Это всё, о чём я могу думать.
Мне хочется провести по нему большим пальцем и стереть.
Даже не уверен, что именно я отдал своей руке приказ двигаться. Вижу, как рука поднимается, беспрепятственно двигаясь по воздуху, пока Камилла занята игрой в маленького городского художника. На её лице появляется победное выражение.
— Эдоардо? Ч-что?.. — она застывает, держа в руках маленький шар, измазанный виниловым клеем.

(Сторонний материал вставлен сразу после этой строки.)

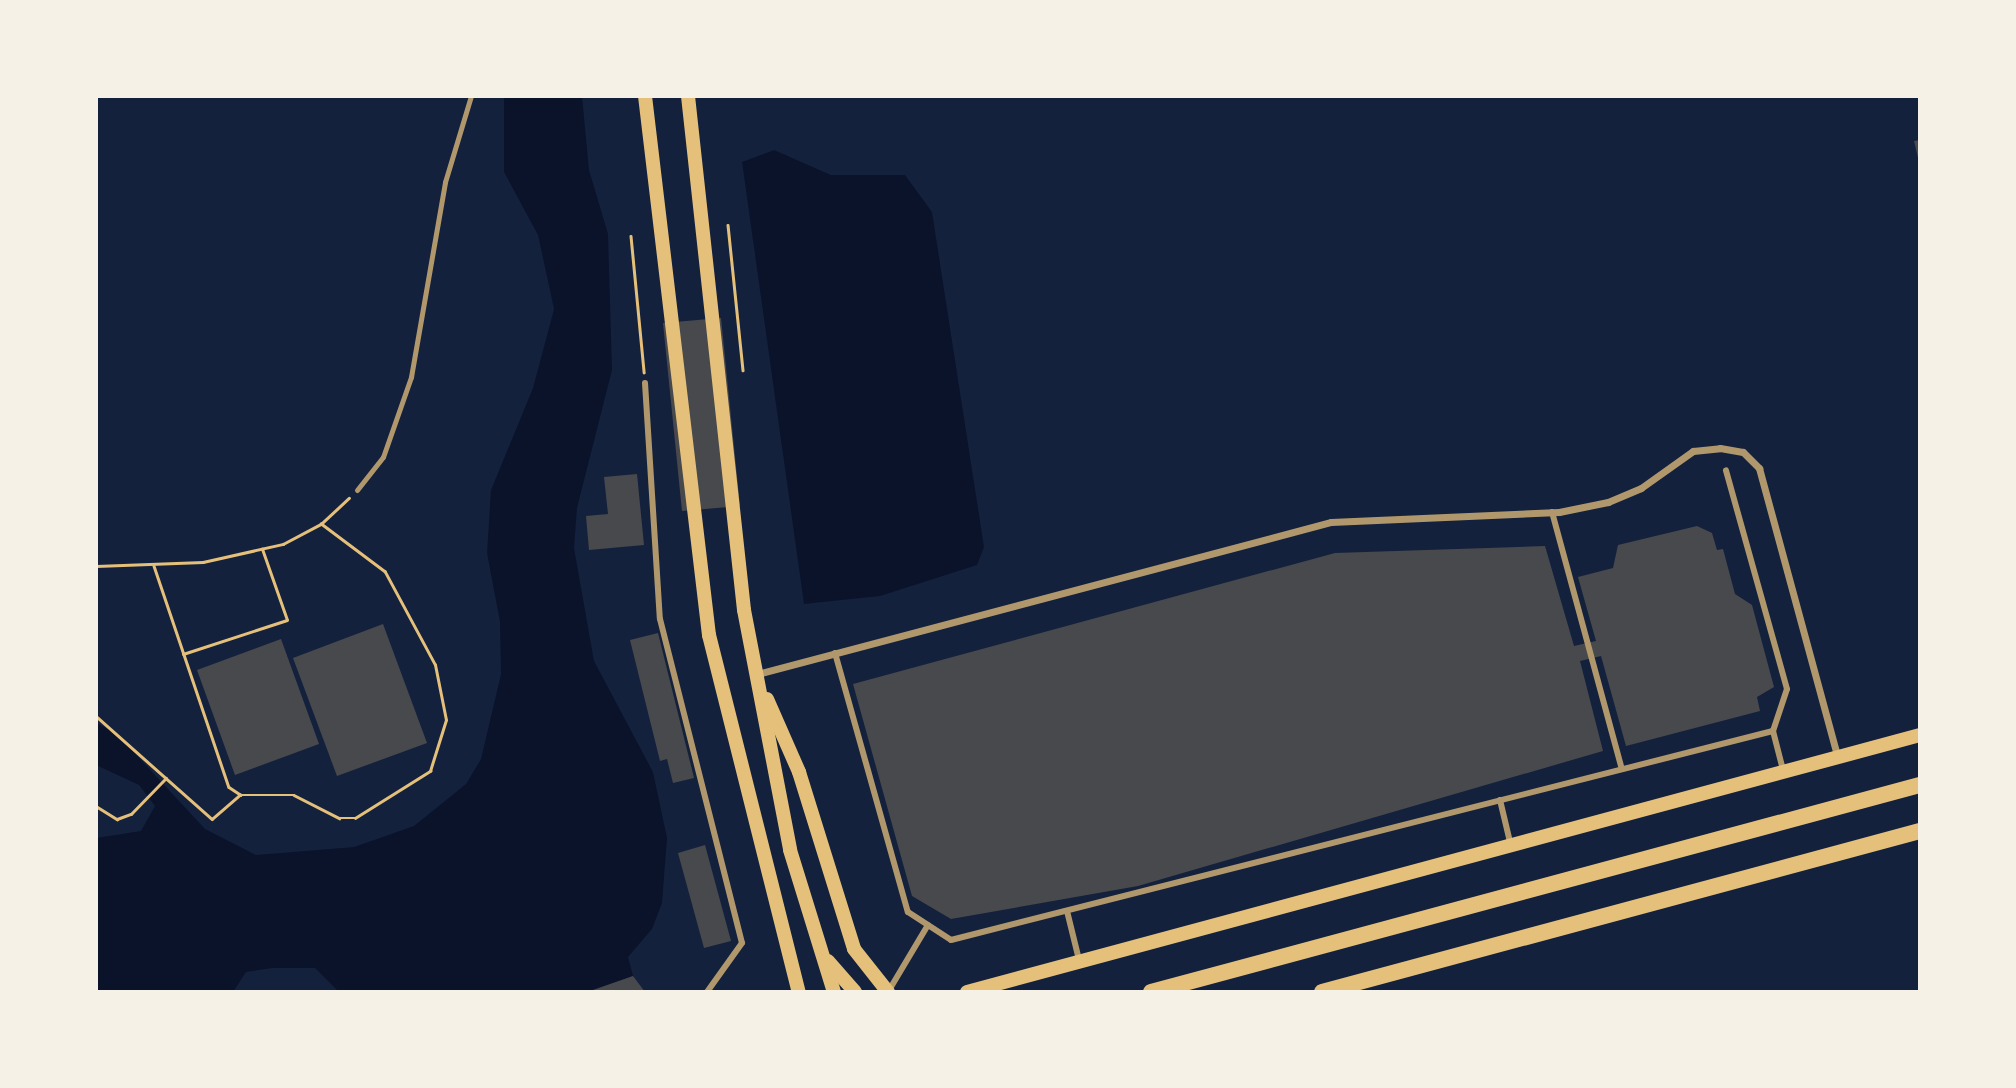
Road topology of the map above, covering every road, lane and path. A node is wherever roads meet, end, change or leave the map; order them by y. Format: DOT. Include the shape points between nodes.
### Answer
graph roads {
  1 [pos="471,96"];
  2 [pos="645,96"];
  3 [pos="688,96"];
  4 [pos="729,225"];
  5 [pos="631,236"];
  6 [pos="743,370"];
  7 [pos="645,383"];
  8 [pos="1726,470"];
  9 [pos="357,491"];
  10 [pos="1552,512"];
  11 [pos="321,524"];
  12 [pos="262,549"];
  13 [pos="96,566"];
  14 [pos="154,566"];
  15 [pos="835,653"];
  16 [pos="182,654"];
  17 [pos="757,674"];
  18 [pos="96,716"];
  19 [pos="1773,731"];
  20 [pos="1920,736"];
  21 [pos="1837,757"];
  22 [pos="1622,769"];
  23 [pos="1783,771"];
  24 [pos="166,778"];
  25 [pos="1920,785"];
  26 [pos="241,795"];
  27 [pos="1500,800"];
  28 [pos="96,806"];
  29 [pos="1920,831"];
  30 [pos="1512,848"];
  31 [pos="1067,911"];
  32 [pos="928,925"];
  33 [pos="823,956"];
  34 [pos="1079,962"];
  35 [pos="791,965"];
  36 [pos="706,992"];
  37 [pos="787,992"];
  38 [pos="799,992"];
  39 [pos="834,992"];
  40 [pos="855,992"];
  41 [pos="888,992"];
  42 [pos="967,992"];
  43 [pos="1152,992"];
  44 [pos="1322,992"];
  1 -- 9 [label="lane" via="446,181 411,377 383,457"];
  2 -- 35 [label="main road" via="709,635"];
  3 -- 17 [label="main road" via="744,610"];
  4 -- 6 [label="path"];
  5 -- 7 [label="path"];
  7 -- 36 [label="street" via="660,620 742,943"];
  8 -- 19 [label="street" via="1787,689"];
  9 -- 11 [label="path"];
  10 -- 15 [label="street" via="1331,522"];
  10 -- 21 [label="street" via="1619,499 1695,450 1731,449 1752,458"];
  10 -- 22 [label="street"];
  11 -- 12 [label="path"];
  11 -- 26 [label="path" via="378,564 391,582 441,685 443,746 430,771 355,818 339,818 294,795"];
  12 -- 14 [label="path"];
  12 -- 16 [label="path" via="287,620"];
  13 -- 14 [label="path"];
  14 -- 16 [label="path"];
  15 -- 17 [label="street"];
  15 -- 32 [label="street" via="908,912"];
  16 -- 26 [label="path" via="218,770"];
  17 -- 33 [label="main road" via="790,850"];
  17 -- 41 [label="main road" via="799,772 854,950"];
  18 -- 24 [label="path"];
  19 -- 22 [label="street"];
  19 -- 23 [label="street"];
  20 -- 21 [label="main road"];
  21 -- 23 [label="main road"];
  22 -- 27 [label="street"];
  23 -- 30 [label="main road"];
  24 -- 26 [label="path" via="212,819"];
  24 -- 28 [label="path" via="117,819"];
  25 -- 43 [label="highway"];
  27 -- 30 [label="street"];
  27 -- 31 [label="street"];
  29 -- 44 [label="highway"];
  30 -- 34 [label="main road"];
  31 -- 32 [label="street" via="951,940"];
  31 -- 34 [label="street"];
  32 -- 41 [label="street"];
  33 -- 39 [label="main road"];
  33 -- 40 [label="main road"];
  34 -- 42 [label="main road"];
  35 -- 37 [label="main road"];
  35 -- 38 [label="main road"];
}
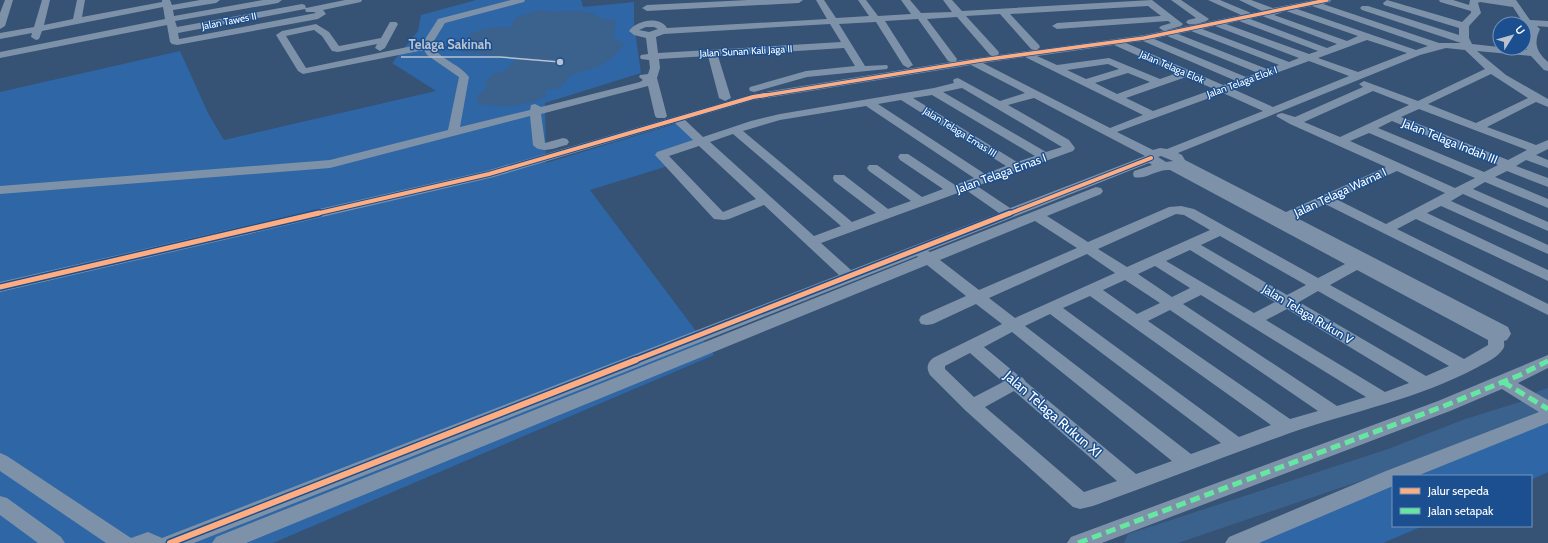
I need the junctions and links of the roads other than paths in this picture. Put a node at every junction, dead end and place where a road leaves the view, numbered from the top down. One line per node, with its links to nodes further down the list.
1 (9, 0): 52 (street)
2 (46, 0): 64 (street)
3 (81, 0): 47 (street)
4 (216, 0): 28 (street)
5 (278, 0): 49 (street)
6 (358, 0): 22 (street)
7 (520, 0): 70 (street)
8 (798, 0): 26 (street)
9 (820, 0): 46 (street)
10 (827, 0): 46 (street)
11 (862, 0): 44 (street)
12 (905, 0): 41 (street)
13 (947, 0): 38 (street)
14 (1175, 0): 32 (street)
15 (1212, 0): 37 (street)
16 (1243, 0): 37 (street)
17 (1327, 0): 23 (street)
18 (1400, 0): 27 (street)
19 (1444, 0): 40 (street)
20 (1482, 0): 24 (street)
21 (1146, 1): 29 (street); 36 (street)
22 (338, 2): 35 (street)
23 (1312, 2): 33 (street); 39 (street)
24 (1513, 2): 42 (street)
25 (300, 3): 35 (street); 49 (street)
26 (714, 3): 43 (street)
27 (1387, 3): 34 (street); 40 (street)
28 (168, 4): 49 (street); 53 (street)
29 (1035, 5): 31 (street); 54 (street)
30 (1433, 7): 40 (street)
31 (998, 8): 38 (street); 75 (street)
32 (1187, 8): 36 (street); 48 (street)
33 (1292, 8): 37 (street); 62 (street)
34 (1365, 8): 39 (street); 73 (street)
35 (318, 9): 49 (street, Jalan Tawes II)
36 (1158, 9): 48 (street)
37 (1266, 10): 45 (street); 68 (street)
38 (958, 13): 41 (street); 78 (street)
39 (1342, 13): 72 (street)
40 (1472, 14): 73 (street)
41 (918, 15): 44 (street); 85 (street)
42 (1522, 16)
43 (643, 18): 46 (street); 81 (street)
44 (876, 18): 46 (street); 88 (street)
45 (1238, 18): 50 (street); 76 (street)
46 (835, 20): 71 (street); 91 (street)
47 (77, 21): 53 (street); 64 (street)
48 (1174, 21): 54 (street); 65 (street)
49 (171, 23): 53 (street)
50 (1214, 23): 58 (street); 86 (street)
51 (1548, 24): 55 (street)
52 (0, 26)
53 (97, 26): 64 (street)
54 (1057, 26): 65 (street)
55 (1532, 26)
56 (1532, 26): 57 (street)
57 (1548, 27)
58 (1192, 28): 59 (street); 89 (street)
59 (1168, 33): 63 (street); 96 (street)
60 (326, 34): 67 (street); 67 (street); 84 (street)
61 (0, 36): 64 (street)
62 (1368, 36): 68 (street, Jalan Telaga Elok I); 79 (street)
63 (1144, 38): 66 (street); 100 (street)
64 (36, 39): 69 (street); 80 (street); 90 (street)
65 (1074, 41): 75 (street)
66 (1114, 42): 75 (street); 97 (street, Jalan Telaga Elok)
67 (382, 44): 70 (street); 84 (street)
68 (1347, 44): 76 (street, Jalan Telaga Elok I)
69 (0, 45)
70 (427, 45): 84 (street); 127 (street)
71 (846, 45): 77 (street, Jalan Sunan Kali Jaga II); 91 (street)
72 (1438, 46): 73 (street); 79 (street)
73 (1468, 46): 74 (street); 95 (street); 101 (street)
74 (1492, 49)
75 (1031, 50): 78 (street); 87 (street); 92 (street)
76 (1327, 51): 86 (street, Jalan Telaga Elok I)
77 (712, 52): 81 (street, Jalan Sunan Kali Jaga II); 109 (street)
78 (994, 53): 85 (street)
79 (1416, 53): 101 (street)
80 (0, 55)
81 (649, 56): 99 (street)
82 (1528, 56): 98 (street)
83 (1530, 56): 94 (street)
84 (375, 57)
85 (952, 58): 88 (street)
86 (1308, 58): 89 (street, Jalan Telaga Elok I); 101 (street)
87 (977, 61): 104 (street); 107 (street); 126 (street)
88 (908, 65): 91 (street)
89 (1288, 65): 96 (street, Jalan Telaga Elok I)
90 (0, 66)
91 (865, 68): 109 (street)
92 (1056, 68): 93 (street); 102 (street)
93 (1129, 68): 102 (street); 103 (street)
94 (1548, 68)
95 (1492, 70): 111 (street); 113 (street)
96 (1267, 73): 100 (street, Jalan Telaga Elok I)
97 (1187, 74): 103 (street); 105 (street, Jalan Telaga Elok)
98 (1548, 75)
99 (648, 78): 117 (street); 120 (street)
100 (1245, 81): 105 (street, Jalan Telaga Elok I)
101 (1365, 82): 113 (street); 118 (street); 123 (street)
102 (1085, 83): 110 (street)
103 (1160, 83): 110 (street)
104 (822, 85): 116 (street); 122 (street)
105 (1223, 89): 118 (street, Jalan Telaga Elok); 119 (street, Jalan Telaga Elok I)
106 (934, 91): 108 (street); 115 (street, Jalan Telaga Emas I); 133 (street)
107 (1034, 94): 115 (street); 134 (street)
108 (904, 97): 112 (street); 138 (street, Jalan Telaga Emas III)
109 (725, 98): 120 (street)
110 (1116, 98): 119 (street)
111 (1536, 98): 114 (street); 124 (street)
112 (868, 102): 116 (street); 143 (street)
113 (1418, 104): 121 (street); 124 (street)
114 (1548, 104)
115 (998, 105): 133 (street, Jalan Telaga Emas I)
116 (850, 106): 128 (street)
117 (535, 110): 120 (street); 127 (street)
118 (1278, 114): 123 (street, Jalan Telaga Elok); 134 (street)
119 (1152, 115): 126 (street, Jalan Telaga Elok I)
120 (661, 116)
121 (1391, 117): 125 (street); 137 (street, Jalan Telaga Indah III)
122 (677, 119): 129 (street); 175 (street)
123 (1294, 122): 130 (street, Jalan Telaga Elok)
124 (1477, 127): 131 (street)
125 (1368, 128): 130 (street); 141 (street)
126 (1115, 129): 134 (street)
127 (453, 130): 135 (street)
128 (735, 130): 129 (street); 161 (street)
129 (701, 141): 151 (street); 151 (street)
130 (1339, 142): 139 (street, Jalan Telaga Elok)
131 (1541, 148): 136 (street); 137 (street)
132 (904, 157): 148 (street)
133 (1045, 157): 138 (street, Jalan Telaga Emas I)
134 (1165, 159): 155 (street); 158 (street); 159 (street); 170 (street)
135 (338, 160): 144 (street); 147 (street)
136 (1548, 164)
137 (1508, 165): 141 (street); 145 (street, Jalan Telaga Indah III)
138 (1016, 167): 143 (street, Jalan Telaga Emas I)
139 (1396, 167): 149 (street, Jalan Telaga Elok); 150 (street, Jalan Telaga Warna I)
140 (873, 168): 153 (street)
141 (1485, 177): 149 (street); 154 (street)
142 (839, 178): 157 (street)
143 (984, 179): 146 (street, Jalan Telaga Emas I)
144 (0, 184)
145 (1548, 184)
146 (967, 185): 148 (street, Jalan Telaga Emas I); 155 (street)
147 (0, 190)
148 (953, 190): 153 (street, Jalan Telaga Emas I)
149 (1459, 191): 152 (street); 160 (street, Jalan Telaga Elok)
150 (1325, 199): 159 (street, Jalan Telaga Warna I); 162 (street)
151 (765, 200): 164 (street)
152 (1440, 201): 156 (street); 167 (street)
153 (921, 202): 157 (street, Jalan Telaga Emas I)
154 (1548, 204)
155 (1010, 214): 168 (street)
156 (1417, 214): 162 (street); 172 (street)
157 (887, 215): 161 (street, Jalan Telaga Emas I)
158 (1036, 215): 166 (street); 168 (street)
159 (1285, 218): 187 (street)
160 (1548, 226)
161 (851, 228): 164 (street, Jalan Telaga Emas I)
162 (1387, 229): 182 (street)
163 (1219, 231): 165 (street); 166 (street); 174 (street)
164 (811, 242): 173 (street)
165 (1190, 244): 169 (street); 179 (street, Jalan Telaga Rukun V)
166 (1086, 248): 171 (street); 178 (street)
167 (1548, 250)
168 (923, 254): 173 (street); 178 (street); 211 (street)
169 (1156, 260): 171 (street); 176 (street)
170 (1356, 264): 174 (street); 187 (street)
171 (1126, 273): 177 (street); 180 (street)
172 (1548, 276)
173 (850, 277): 210 (street)
174 (1318, 286): 179 (street); 190 (street)
175 (0, 287)
176 (1202, 288): 180 (street); 184 (street)
177 (1091, 289): 181 (street); 185 (street)
178 (977, 297): 183 (street); 186 (street)
179 (1288, 302): 184 (street); 192 (street, Jalan Telaga Rukun V)
180 (1169, 304): 185 (street); 197 (street)
181 (1051, 307): 186 (street); 199 (street)
182 (1548, 310)
183 (928, 320)
184 (1254, 320): 194 (street)
185 (1136, 321): 198 (street)
186 (1013, 325): 188 (street); 201 (street)
187 (1496, 338): 190 (street)
188 (972, 346): 191 (street, Jalan Telaga Rukun XI); 195 (street)
189 (1548, 361): 193 (street)
190 (1464, 367): 192 (street)
191 (1017, 382): 195 (street); 204 (street, Jalan Telaga Rukun XI)
192 (1425, 384): 194 (street)
193 (1510, 386): 196 (street); 212 (street)
194 (1383, 399): 197 (street)
195 (972, 406): 204 (street)
196 (1546, 410): 202 (street)
197 (1334, 413): 198 (street)
198 (1287, 427): 199 (street)
199 (1237, 445): 201 (street)
200 (0, 461): 207 (street)
201 (1189, 462): 204 (street)
202 (1398, 475)
203 (1392, 477): 213 (street)
204 (1132, 482)
205 (0, 504): 206 (street)
206 (54, 543)
207 (123, 543)
208 (139, 543): 209 (street)
209 (154, 543)
210 (170, 543)
211 (223, 543)
212 (1078, 543)
213 (1236, 543)

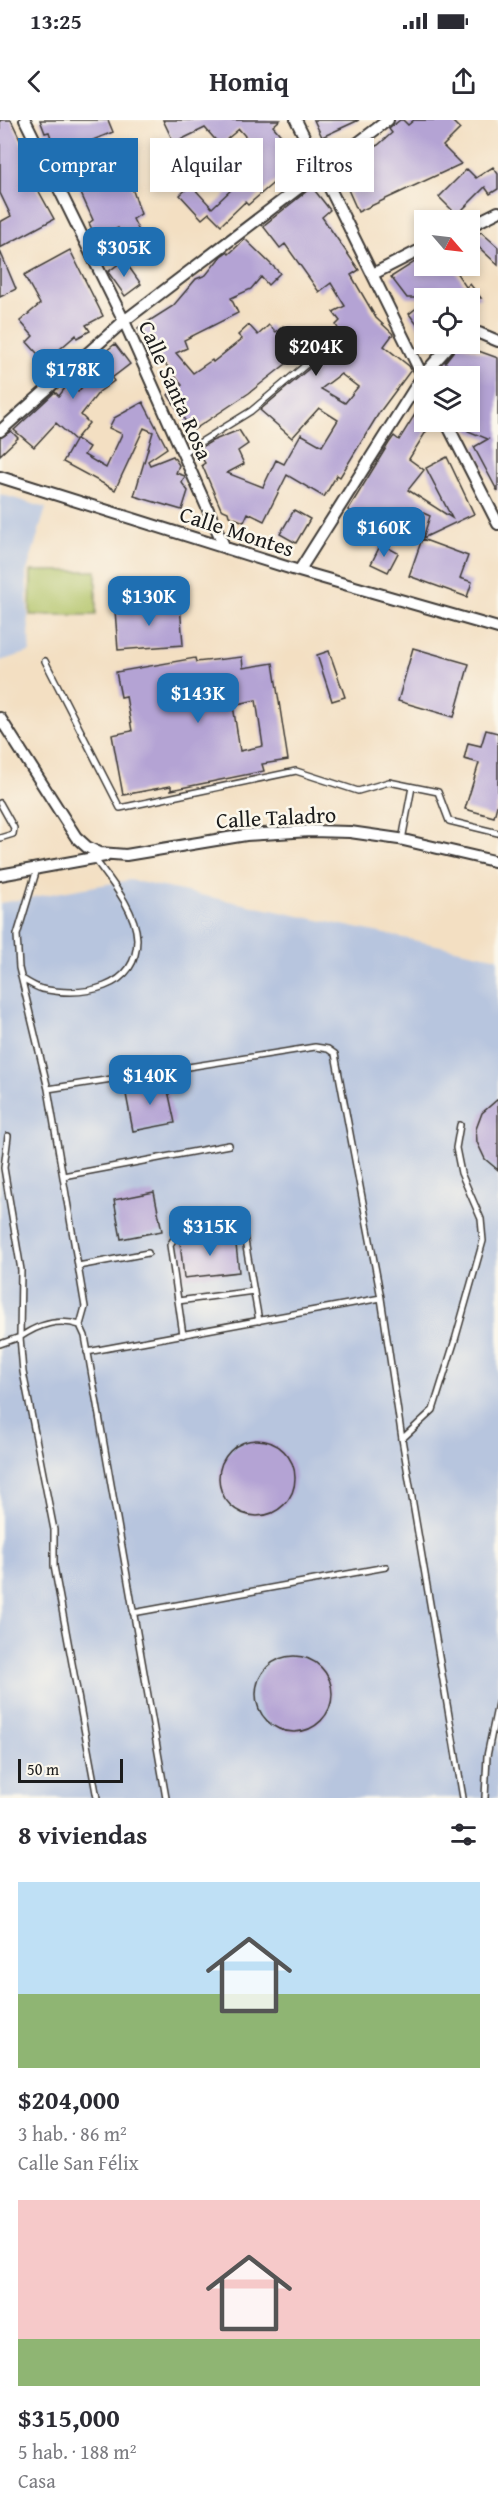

Тепло её кожи проходит сквозь мою ладонь и заставляет вибрировать тело, а в горле пересыхает. Мне хочется избавиться от фасада, который я слишком долго поддерживал. Это толкает меня послать всё к чёрту и взять то, что хочу.
У Камиллы округляются глаза, она в поисках кислорода, помощи, и уверен, что менее чем за две секунды она всё обдумает, завопит и отвесит мне эпическую пощёчину.
Поэтому я действую импульсивно.
Я провожу большим пальцем по следу от маркера, наклоняюсь и целую.
Доля секунды — и губы Камиллы оказываются между моими. Мягкие, нежные и вкусные. Две секунды, но оно того стоило.
Я избавился от желания.
И был прав. Именно блеск на губах имеет вкус мяты и ванили. Он смешивается с ароматом Камиллы в головокружительной формуле. И мне это нравится. Боже, это сводит меня с ума. Я ещё даже не поцеловал её как следует, а уже пустился в гиперураган прелюдии.
Теперь я, возможно, даже получу пощёчину, которую заслужил.
Только она не приходит.
Камилла не реагирует.
Она тяжело дышит и выглядит так, будто у неё вот-вот случится сердечный приступ. Думаю, она в шоке. Как некоторые животные, которые в ситуациях крайней опасности для спасения притворяются, что умерли.
Неуверенный, я немного отстраняю свой рот от её губ.
— Камилла…
— М-м-м? Д-да? Вот… я… вау, чувак… ты, я имею в виду, мы…
Да на х..
Я расплетаю её волосы, погружаю в них пальцы и возвращаюсь к поцелуям, как отчаявшийся мужчина. Прижимаю свои губы к её губам, двигаю ими, умоляю ответить мне. «Делай с моим ртом, что хочешь». Камилла закрывает глаза. Она испускает вздох неудовлетворённости… а затем ласкает мою нижнюю губу.
Языком.
Моим намерением было заставить её отреагировать, но мгновенно отреагировал я. Дерьмо. Две секунды, и всё, о чём могу думать, — это желание раздеть Камиллу, чтобы она лежала на мне обнажённая. Как давно я желал женщину с такой силой? И почему, почему из всех именно она?
— Боже, — бормочет она мне в рот. — Ещё.
— Да, — киваю я. — Да, ещё.
Обхватив лицо ладонями, я увеличиваю ритм поцелуя. Я вкладываю в него всё, что у меня есть. Губы, язык, зубы. Ярость, гнев, желание. Всё напряжение, которое я испытывал с тех пор, как узнал её, наконец-то находит облегчение.